You can tell I’m missing the biennial political campaign season when I pounce with glee all over sightings of advertising for municipal contests. Unfortunately, some of these ads are just plain awful.
Not just a little bad, but those who designed them should be taken out back and beaten with wet spaghetti noodles for violating some basic rules in designing political advertising. I’ve been helping candidates do this for over 20 years myself, and these were things taught to me by friends who have been in the business for many years before that.
Below, is an ad for Pierre City Commission candidate Jeanne Goodman which appears at the bottom of today’s Capital Journal. And sorry, but it’s just plain bad.
The first cardinal sin that caught my eye – what is that word in the advertising? Is that “jote” or a dyslexic ‘lote’? Yes. I know it’s “vote,” but the sin is incorporating a graphic element into the text that makes it especially difficult to read. It’s even worse when candidates resort to doing goofy graphic things with the letters in their own names. Then they’re just spending money to shoot themselves in the foot.
The second cardinal sin – what is Jeanne spending $100-150 to market in a full color ad ? Is she marketing voting or her candidacy? Because “vote” is the most prominent thing in the ad, not her name. She’s not spending money just to get them to VOTE. She’s spending it to get them to vote for her. Coca-cola doesn’t put SODA as the most prominent or recognizable item on their cans or in their advertising. It’s “Coca-cola.” So why do candidates paying thousands to market themselves allow their own ‘brand’ to be secondary or worse?
Now aside from those two glaring errors, it isn’t terrible in that the two main things she’s seeking to communicate – name and office are still prominent in the ad. It’s just that they aren’t the primary focus as they should be.
Aside from the two cardinal sins, there are a few minor ones that would only earn you one or two ‘Hail Marys’ in the confessional. There’s a distinct lack of balanced white space in the ad to draw your eye in. The entire right hand portion of the ad looks like it was just slapped up there without a thought. Is it supposed to be left justified? Is part of it centered? It’s hard to tell.

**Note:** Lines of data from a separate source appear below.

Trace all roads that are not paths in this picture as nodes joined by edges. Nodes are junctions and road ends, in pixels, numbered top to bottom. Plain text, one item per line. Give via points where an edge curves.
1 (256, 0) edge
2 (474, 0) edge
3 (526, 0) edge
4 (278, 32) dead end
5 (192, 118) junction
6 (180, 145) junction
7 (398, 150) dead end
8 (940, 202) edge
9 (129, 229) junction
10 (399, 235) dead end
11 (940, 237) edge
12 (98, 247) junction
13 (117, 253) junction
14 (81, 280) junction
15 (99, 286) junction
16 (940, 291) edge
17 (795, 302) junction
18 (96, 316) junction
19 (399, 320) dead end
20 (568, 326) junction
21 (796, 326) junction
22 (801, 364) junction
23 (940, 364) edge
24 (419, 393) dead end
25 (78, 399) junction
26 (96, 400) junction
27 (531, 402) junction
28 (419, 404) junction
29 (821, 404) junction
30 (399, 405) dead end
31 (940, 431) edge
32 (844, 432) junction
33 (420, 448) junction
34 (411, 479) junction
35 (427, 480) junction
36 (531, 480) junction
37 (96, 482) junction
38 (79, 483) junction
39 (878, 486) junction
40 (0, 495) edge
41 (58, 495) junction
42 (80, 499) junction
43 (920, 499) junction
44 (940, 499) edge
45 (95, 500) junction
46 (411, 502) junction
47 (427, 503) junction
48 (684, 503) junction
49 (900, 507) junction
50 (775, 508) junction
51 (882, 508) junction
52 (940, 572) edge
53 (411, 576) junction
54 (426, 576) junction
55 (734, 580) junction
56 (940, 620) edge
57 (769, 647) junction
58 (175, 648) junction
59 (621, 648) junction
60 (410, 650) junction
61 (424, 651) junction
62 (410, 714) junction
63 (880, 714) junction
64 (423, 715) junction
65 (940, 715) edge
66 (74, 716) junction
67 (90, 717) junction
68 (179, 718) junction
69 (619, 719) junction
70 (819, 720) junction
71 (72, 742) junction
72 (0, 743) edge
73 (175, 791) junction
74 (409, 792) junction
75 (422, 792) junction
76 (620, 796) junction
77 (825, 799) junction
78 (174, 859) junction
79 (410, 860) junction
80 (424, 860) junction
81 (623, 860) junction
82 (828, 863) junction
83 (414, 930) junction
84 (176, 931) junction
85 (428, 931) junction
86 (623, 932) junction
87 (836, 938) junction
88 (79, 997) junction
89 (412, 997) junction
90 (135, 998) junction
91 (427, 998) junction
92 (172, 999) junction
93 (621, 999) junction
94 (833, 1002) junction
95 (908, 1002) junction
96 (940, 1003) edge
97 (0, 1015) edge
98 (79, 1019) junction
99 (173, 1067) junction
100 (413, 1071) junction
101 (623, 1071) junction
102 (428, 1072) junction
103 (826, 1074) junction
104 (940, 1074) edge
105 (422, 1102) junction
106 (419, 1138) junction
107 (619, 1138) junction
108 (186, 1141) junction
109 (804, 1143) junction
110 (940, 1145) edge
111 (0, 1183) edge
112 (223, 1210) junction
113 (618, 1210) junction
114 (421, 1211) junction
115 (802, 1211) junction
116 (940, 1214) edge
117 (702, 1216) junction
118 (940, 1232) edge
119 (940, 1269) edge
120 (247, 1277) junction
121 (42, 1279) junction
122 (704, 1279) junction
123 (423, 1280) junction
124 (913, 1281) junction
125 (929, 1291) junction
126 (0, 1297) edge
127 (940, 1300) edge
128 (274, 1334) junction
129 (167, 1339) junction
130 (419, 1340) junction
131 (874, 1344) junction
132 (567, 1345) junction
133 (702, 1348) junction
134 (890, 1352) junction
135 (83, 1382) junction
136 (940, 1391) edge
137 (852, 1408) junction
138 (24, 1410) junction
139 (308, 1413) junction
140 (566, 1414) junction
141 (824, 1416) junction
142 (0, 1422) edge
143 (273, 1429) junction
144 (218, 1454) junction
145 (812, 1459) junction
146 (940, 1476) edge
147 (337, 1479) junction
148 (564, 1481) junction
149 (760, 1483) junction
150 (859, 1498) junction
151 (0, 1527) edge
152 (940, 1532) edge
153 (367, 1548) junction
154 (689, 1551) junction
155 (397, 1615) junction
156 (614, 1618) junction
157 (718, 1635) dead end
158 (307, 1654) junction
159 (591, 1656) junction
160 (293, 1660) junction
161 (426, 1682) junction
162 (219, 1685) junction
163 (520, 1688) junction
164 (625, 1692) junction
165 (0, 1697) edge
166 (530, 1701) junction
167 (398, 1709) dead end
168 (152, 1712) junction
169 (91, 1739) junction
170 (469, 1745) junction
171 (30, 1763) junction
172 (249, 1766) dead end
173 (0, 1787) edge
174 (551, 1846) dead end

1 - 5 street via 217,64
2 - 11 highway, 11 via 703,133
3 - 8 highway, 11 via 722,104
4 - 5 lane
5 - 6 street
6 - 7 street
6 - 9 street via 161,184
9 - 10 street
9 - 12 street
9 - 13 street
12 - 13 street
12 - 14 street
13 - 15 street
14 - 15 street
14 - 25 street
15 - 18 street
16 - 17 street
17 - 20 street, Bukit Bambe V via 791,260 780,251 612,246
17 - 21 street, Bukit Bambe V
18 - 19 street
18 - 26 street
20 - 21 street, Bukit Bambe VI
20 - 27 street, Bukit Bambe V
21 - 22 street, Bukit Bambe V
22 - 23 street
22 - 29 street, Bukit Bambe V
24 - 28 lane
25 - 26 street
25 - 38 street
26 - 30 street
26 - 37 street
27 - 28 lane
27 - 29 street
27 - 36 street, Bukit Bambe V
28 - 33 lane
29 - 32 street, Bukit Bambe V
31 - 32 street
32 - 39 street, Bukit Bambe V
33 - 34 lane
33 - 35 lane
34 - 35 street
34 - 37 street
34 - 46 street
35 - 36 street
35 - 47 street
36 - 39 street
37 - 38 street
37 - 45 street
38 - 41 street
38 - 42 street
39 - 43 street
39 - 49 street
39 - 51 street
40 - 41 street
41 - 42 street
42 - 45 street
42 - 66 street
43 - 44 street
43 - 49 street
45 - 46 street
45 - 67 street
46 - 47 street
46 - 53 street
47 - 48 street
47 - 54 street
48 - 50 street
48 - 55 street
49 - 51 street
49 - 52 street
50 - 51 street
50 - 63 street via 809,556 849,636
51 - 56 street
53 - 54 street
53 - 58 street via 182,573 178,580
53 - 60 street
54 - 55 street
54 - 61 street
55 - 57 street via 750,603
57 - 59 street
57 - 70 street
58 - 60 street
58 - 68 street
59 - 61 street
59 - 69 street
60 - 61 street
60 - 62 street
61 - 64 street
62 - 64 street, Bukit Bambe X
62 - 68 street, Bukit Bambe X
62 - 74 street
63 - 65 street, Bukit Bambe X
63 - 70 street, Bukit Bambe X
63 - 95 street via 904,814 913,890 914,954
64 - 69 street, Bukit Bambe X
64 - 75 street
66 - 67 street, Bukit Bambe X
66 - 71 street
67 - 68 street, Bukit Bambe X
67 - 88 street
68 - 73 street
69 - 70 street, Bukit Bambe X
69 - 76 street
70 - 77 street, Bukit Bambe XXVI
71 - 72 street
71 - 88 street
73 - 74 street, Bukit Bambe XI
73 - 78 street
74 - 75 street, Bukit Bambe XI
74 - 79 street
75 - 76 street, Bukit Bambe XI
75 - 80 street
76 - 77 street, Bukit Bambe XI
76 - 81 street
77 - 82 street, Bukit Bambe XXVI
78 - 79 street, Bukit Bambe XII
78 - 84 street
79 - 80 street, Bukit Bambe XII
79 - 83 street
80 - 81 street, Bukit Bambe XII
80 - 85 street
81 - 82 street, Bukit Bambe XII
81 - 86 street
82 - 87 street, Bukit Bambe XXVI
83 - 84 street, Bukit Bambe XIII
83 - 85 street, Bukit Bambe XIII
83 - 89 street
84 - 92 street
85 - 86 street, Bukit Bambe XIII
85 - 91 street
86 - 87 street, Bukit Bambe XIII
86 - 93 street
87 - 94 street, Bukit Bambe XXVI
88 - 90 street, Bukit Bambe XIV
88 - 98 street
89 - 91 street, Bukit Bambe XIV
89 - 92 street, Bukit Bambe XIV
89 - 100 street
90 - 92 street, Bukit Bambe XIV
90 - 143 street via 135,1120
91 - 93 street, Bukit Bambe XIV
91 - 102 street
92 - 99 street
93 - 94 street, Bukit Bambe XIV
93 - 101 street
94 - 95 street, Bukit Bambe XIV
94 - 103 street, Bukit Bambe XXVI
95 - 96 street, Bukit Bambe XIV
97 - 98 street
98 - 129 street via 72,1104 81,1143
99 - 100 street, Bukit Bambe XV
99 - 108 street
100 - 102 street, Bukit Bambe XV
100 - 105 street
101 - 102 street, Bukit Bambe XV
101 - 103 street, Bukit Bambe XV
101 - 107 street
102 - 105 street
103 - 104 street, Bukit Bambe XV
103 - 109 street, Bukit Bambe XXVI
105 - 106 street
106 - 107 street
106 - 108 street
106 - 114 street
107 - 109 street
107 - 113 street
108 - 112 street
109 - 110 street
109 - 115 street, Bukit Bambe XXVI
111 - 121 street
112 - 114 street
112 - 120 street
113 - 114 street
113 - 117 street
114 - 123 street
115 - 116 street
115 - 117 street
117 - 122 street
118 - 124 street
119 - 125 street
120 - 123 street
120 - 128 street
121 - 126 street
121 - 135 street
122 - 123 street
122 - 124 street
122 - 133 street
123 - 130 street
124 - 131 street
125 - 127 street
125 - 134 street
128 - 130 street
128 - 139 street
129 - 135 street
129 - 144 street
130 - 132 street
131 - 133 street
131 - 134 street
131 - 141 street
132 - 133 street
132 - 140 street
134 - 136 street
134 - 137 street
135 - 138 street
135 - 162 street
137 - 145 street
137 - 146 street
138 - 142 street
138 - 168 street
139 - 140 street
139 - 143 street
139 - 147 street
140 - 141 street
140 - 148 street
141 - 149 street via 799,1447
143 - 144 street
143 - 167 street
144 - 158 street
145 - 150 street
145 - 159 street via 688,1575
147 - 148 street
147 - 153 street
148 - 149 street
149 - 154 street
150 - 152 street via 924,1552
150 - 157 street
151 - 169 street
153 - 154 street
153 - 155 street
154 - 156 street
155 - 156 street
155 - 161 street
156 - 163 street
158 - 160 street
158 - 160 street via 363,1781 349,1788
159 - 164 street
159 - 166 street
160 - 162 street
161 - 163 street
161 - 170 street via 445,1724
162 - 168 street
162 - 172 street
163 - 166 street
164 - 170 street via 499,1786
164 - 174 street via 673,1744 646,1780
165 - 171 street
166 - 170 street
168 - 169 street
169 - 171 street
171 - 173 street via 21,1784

Are any of these minor things hard and fast rules? Of course not (just those described as cardinal sins). There are many rules of advertising – such as the rule of thirds – and variations which break those rules intentionally. The biggest thing to remember that campaign advertising is no different than traditional advertising – you are trying to sell a product (a candidate), and you are trying to do so in a manner which clearly communicates your message (vote for candidate) in a clear and concise manner.